Provisions for NPA as per RBI Norms by NBFCs is not deductible
The assessee, a NBFC, made a ‘Provision for NPA’ in terms of the RBI Directions 1998. It claimed a deduction for the said provision u/s 36 (1)(vii) on the ground that as it was debited to the P&L Account and reduced the profits, it was a ‘write off’. In the alternative, it was claimed that there was a diminution in the value of its assets for which a deduction u/s 37 as a trading loss was eligible. It was also claimed that the RBI Directions overrode the I. T. Act. The Tribunal allowed the claim but the High Court rejected it. On appeal, HELD dismissing the claim:
(i) The RBI Directions issued u/s 45JA of the RBI Act provide that anticipated losses must be taken into account but expected income need not be taken note of. This is for ensuring that NBFCs state true and correct profits without projecting inflated profits. These are prudential norms or disclosure norms but have nothing to do with the computation or taxability of the provisions for NPA under the IT Act. Further though the RBI Directions deviate from the accounting practice as provided in the Companies Act, they do not override the provisions of the IT Act. The RBI Directions 1998 and the IT Act operate in different fields.
(ii) The “Provision for NPA” made in terms of the RBI Directions does not constitute expense for purposes of s. 36(1)(vii). The said Provision is for presentation purposes and in that sense it is notional.
(iii) The argument that a provision for NPA under commercial accounting is not “income” hence on the basis of “Real Income Theory” it cannot be added back has no merit. Though profits have to be computed on commercial principles and on real income basis, this is subject to the provisions of the Act. A provision for NPA is only a notional expense. Further, under the Expl to s. 36(1)(vii) a provision for doubtful debt is not allowable. For the same reason, deduction can also not be claimed u/s 37 (1).
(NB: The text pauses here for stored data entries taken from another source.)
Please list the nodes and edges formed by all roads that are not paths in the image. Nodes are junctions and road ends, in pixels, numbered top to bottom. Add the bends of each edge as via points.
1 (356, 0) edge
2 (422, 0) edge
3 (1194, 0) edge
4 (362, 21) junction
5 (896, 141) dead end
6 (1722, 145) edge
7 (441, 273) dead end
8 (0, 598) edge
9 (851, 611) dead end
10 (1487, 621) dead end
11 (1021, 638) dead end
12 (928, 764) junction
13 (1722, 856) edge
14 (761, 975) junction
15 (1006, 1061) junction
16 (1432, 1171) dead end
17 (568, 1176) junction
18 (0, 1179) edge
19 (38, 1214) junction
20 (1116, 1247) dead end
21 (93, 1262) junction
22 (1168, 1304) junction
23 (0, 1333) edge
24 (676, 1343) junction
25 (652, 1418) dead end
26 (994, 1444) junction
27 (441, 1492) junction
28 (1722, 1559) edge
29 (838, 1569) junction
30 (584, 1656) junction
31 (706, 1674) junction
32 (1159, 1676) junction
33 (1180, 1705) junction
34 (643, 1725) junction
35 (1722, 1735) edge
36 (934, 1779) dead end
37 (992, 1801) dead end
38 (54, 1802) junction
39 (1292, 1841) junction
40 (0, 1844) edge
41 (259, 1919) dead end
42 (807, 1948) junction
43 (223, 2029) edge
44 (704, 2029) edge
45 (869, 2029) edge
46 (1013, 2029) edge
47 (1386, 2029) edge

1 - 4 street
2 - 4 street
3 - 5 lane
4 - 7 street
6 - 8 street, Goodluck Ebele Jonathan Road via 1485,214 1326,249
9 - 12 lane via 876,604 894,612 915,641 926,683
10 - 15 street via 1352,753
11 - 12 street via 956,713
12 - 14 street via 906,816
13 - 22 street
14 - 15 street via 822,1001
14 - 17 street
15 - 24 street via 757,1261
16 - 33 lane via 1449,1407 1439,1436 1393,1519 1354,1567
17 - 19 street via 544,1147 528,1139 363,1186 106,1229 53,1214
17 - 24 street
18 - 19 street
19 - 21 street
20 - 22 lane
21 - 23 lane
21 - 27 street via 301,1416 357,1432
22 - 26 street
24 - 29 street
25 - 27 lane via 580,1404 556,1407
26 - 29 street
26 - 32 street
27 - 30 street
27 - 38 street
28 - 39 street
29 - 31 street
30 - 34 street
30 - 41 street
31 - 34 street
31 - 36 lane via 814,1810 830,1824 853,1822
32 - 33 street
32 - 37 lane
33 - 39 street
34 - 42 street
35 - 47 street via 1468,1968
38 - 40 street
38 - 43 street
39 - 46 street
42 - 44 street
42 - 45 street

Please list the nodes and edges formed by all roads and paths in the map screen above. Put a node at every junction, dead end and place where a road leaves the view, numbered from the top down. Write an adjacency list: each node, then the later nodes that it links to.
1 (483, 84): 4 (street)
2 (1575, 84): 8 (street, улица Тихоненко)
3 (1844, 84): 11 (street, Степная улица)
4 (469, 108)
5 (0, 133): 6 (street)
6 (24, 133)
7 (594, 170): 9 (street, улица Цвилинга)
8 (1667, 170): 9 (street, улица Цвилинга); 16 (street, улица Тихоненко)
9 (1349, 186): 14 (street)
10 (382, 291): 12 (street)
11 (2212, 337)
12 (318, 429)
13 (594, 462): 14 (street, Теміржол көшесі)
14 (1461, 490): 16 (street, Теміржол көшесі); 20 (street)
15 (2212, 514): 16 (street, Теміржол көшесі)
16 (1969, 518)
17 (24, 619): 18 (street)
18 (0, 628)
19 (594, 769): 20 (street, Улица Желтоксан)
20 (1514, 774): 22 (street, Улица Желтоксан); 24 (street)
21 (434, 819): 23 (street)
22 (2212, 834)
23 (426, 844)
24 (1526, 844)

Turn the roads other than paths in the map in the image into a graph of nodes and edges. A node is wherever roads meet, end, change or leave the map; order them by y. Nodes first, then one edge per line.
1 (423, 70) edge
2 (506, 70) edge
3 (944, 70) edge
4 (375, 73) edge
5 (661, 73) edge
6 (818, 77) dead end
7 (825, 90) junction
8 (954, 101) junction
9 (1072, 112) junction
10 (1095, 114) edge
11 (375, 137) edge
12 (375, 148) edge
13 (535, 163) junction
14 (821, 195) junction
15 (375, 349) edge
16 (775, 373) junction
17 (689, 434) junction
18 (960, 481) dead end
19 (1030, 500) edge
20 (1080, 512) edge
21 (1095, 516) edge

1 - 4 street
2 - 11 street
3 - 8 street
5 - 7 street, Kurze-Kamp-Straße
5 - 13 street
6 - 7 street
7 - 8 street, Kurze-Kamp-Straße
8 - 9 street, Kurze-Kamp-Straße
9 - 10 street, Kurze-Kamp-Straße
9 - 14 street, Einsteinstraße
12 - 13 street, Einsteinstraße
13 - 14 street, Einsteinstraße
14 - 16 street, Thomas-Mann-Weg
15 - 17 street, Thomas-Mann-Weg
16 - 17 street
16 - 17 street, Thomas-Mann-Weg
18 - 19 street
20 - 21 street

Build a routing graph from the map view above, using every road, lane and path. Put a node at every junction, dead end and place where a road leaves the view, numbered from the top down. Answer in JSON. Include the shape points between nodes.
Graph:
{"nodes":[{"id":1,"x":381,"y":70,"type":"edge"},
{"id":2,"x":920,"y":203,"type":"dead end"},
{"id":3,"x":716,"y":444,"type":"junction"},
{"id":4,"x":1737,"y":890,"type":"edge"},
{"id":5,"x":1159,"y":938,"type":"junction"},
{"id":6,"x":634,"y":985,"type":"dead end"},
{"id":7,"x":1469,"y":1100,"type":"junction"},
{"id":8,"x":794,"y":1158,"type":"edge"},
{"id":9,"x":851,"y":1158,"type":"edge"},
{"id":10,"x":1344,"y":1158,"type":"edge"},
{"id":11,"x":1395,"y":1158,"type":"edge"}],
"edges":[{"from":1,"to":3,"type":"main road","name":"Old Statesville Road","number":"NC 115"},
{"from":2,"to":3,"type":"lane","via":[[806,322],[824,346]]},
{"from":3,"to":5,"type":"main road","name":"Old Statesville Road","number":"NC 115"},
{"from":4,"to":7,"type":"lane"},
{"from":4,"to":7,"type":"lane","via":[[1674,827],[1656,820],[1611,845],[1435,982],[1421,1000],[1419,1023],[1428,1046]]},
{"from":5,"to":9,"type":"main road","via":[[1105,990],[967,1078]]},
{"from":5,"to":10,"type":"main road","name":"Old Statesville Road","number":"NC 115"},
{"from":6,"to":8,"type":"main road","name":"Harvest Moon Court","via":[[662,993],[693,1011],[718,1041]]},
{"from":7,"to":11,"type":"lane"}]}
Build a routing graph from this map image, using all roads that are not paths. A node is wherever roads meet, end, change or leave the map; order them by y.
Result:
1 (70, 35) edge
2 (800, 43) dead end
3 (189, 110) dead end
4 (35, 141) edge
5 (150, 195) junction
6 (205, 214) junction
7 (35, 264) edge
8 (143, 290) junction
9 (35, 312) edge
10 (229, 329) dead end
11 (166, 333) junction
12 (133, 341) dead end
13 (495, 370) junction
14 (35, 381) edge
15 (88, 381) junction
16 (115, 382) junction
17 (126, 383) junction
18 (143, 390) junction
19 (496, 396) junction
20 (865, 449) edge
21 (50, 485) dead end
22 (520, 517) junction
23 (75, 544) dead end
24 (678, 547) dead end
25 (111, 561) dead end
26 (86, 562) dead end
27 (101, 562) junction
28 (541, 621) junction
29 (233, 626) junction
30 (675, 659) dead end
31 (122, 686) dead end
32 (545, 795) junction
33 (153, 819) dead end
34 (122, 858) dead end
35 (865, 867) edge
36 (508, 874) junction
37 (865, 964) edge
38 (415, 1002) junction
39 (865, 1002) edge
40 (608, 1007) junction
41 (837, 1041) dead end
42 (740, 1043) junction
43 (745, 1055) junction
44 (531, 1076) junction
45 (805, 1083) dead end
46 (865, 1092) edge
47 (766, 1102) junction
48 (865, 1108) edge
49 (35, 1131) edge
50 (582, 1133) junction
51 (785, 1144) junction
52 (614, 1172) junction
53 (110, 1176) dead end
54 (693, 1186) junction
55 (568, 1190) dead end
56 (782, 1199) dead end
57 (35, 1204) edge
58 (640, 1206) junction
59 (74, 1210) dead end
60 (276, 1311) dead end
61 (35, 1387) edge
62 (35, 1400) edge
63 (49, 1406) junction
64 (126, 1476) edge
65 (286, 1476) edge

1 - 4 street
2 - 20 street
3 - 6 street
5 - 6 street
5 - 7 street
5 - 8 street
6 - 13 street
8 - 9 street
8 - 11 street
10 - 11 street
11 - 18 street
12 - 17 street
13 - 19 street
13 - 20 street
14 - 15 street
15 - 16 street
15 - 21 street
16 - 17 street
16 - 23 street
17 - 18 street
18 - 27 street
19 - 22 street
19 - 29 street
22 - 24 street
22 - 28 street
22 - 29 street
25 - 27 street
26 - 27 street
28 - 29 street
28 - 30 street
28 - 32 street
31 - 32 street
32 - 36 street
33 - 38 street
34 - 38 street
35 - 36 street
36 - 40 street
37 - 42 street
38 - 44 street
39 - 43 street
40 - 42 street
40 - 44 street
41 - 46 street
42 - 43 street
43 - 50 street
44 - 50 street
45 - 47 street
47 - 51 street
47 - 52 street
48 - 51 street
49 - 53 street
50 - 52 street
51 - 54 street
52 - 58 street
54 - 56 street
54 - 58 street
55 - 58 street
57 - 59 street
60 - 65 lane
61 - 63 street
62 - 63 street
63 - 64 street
(iv) The argument of the NBFCs that the non-grant of benefits u/ss 36 (1)(viia) & 43D to NBFCs and confining such benefits to banks, SFCs, HFCs violates Articles 14 & 19 of the Constitution has no merit. As regards Art 14, the business operations of NBFCs and banks are quite different and they satisfy the test of “rational and intelligible differentia” having nexus with the object sought to be achieved. As regards Art 19 (1), keeping in mind the important role assigned to banks in the economy and the fact that NBFCs are vulnerable to economic and financial uncertainties, the restriction placed on NBFC by not giving them the benefit of deduction satisfies the principle of “reasonable justification”. Further, laws relating to economic activities should be viewed with greater latitude than other laws.